Ahí está de nuevo el joven en Puerto Escondido. Pide que, al menos, le dejen hacer una llamada telefónica desde su propio celular y, finalmente, le autorizan hacerlo. Pero ese 29 de diciembre no es su día, nadie contesta a su llamado y cuando, por fin, logra hacer contacto con su novia, los mismos policías le cortan la llamada. Ni que fuera para tanto.

Les dice que ya, que mejor vayan por el dinero y ahí queda todo. Llegan al cajero, el muchacho saca el dinero, lo entrega a los uniformados, le devuelven sus pertenencias y, así, alcanza su libertad aun cuando no acaba de salir del desconcierto.

*** Conocida esta historia, días después, el martes pasado, se llama por teléfono desde la Ciudad de México al doctor Érico Briones, delegado del Gobierno de José Murat ante el municipio de Santa María Colotepec. Se le pregunta si tiene conocimiento de lo ocurrido.

Las referencias que del doctor Briones se obtienen son buenas y no sobra hacer el llamado para oír qué dice. El doctor Briones responde afirmativamente. Sí conoce los hechos y cuenta que, de inmediato, se interesó en el asunto e investigó lo ocurrido. Dice que el muchacho detenido en Zicatela estaba miccionando en la calle, que su amigo le faltó al respeto a la autoridad y que, al parecer, los otros cuatro muchachos tenían relaciones sexuales en la playa. En todo caso, incurrieron en simples faltas administrativas debidamente sancionadas y que, en todo momento, se respetaron las garantías individuales de los muchachos. Luego, se le informa del uso de esposas, gases, patadas, rodillazos, de la incomunicación en que estuvieron, de las opciones que se les ofrecieron para salir libres, del pago del dinero sin que mediara recibo alguno de por medio. Por momentos, el doctor duda de lo que él mismo argumenta y advierte que, en todo caso, la investigación no ha concluido.

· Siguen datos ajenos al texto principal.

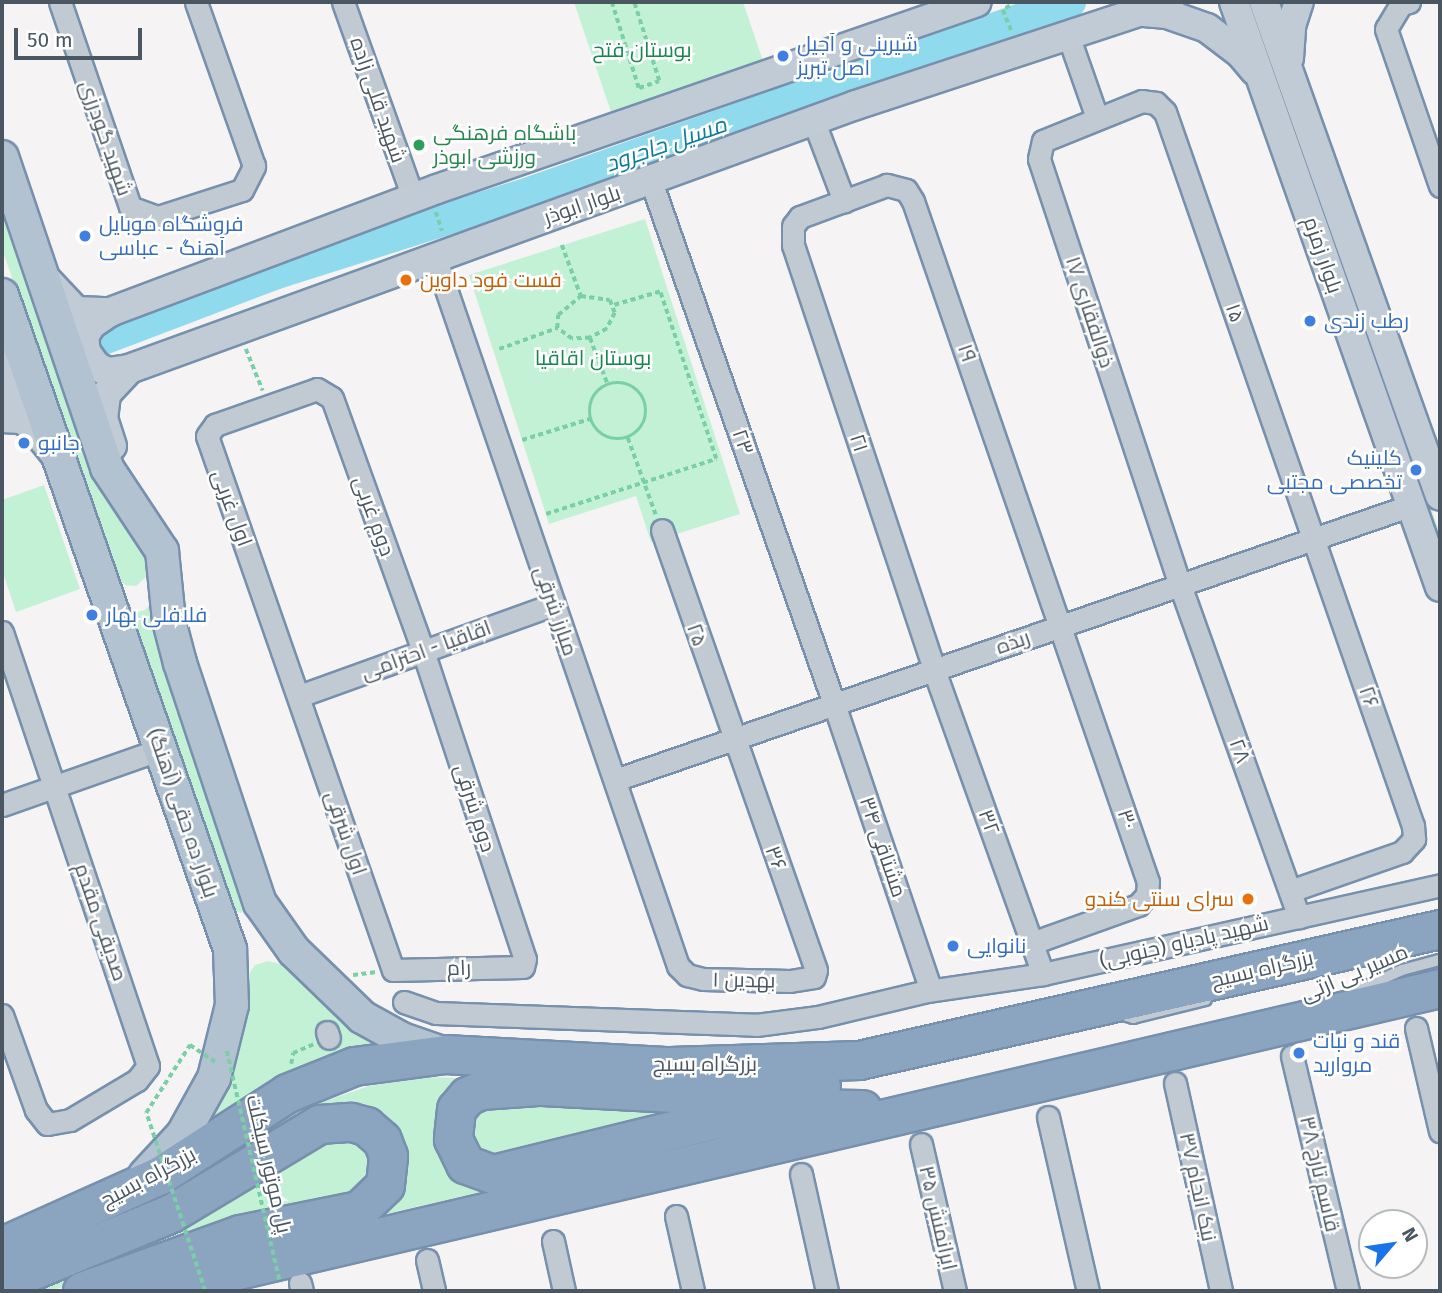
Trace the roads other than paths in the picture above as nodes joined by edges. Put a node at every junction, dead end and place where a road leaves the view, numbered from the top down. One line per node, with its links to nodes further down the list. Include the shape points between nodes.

De encontrar irregularidades, desde luego, se procedería contra los uniformados. Quiere, eso sí, señalar que no se puede hablar de secuestro, extorsión y mucho menos de violación de garantías porque, aun suponiendo sin conceder que se les quisiera obligar a los muchachos a cargar los bultos de cementos, el trabajo no denigra ni humilla y si se les cobró el dinero fue producto de las faltas en que incurrieron.

Se le pide, entonces, si podría enviar copias del reporte policíaco, de la investigación que realiza y, de ser posible, de los recibos del pago de la sanción. El delegado explica, entonces, que tiene que consultarlo con el cabildo de Colotepec porque, usted comprenderá, él está ahí como delegado ya que, como el municipio se rige por usos y costumbres y los grupos no llegaron a un acuerdo, se disolvió la autoridad y, bueno, él tiene que ver qué se puede hacer. En todo caso, el doctor Briones ofrece enviar papeles o dar una respuesta al día siguiente, el miércoles pasado. La información, las copias, la respuesta todavía no llegan. Con todo, ayer se volvió a hablar con el doctor Briones. Explicó que hubo unas festividades y, como hay que estar en todo, todavía no le ha sido posible enviar algo, pero desde luego no ha quitado el dedo del renglón. Así que, por lo pronto, todo se reduce a una pequeña historia de arbitrariedad e impunidad en Puerto Escondido. Así se cuida y se responde por ese destino turístico.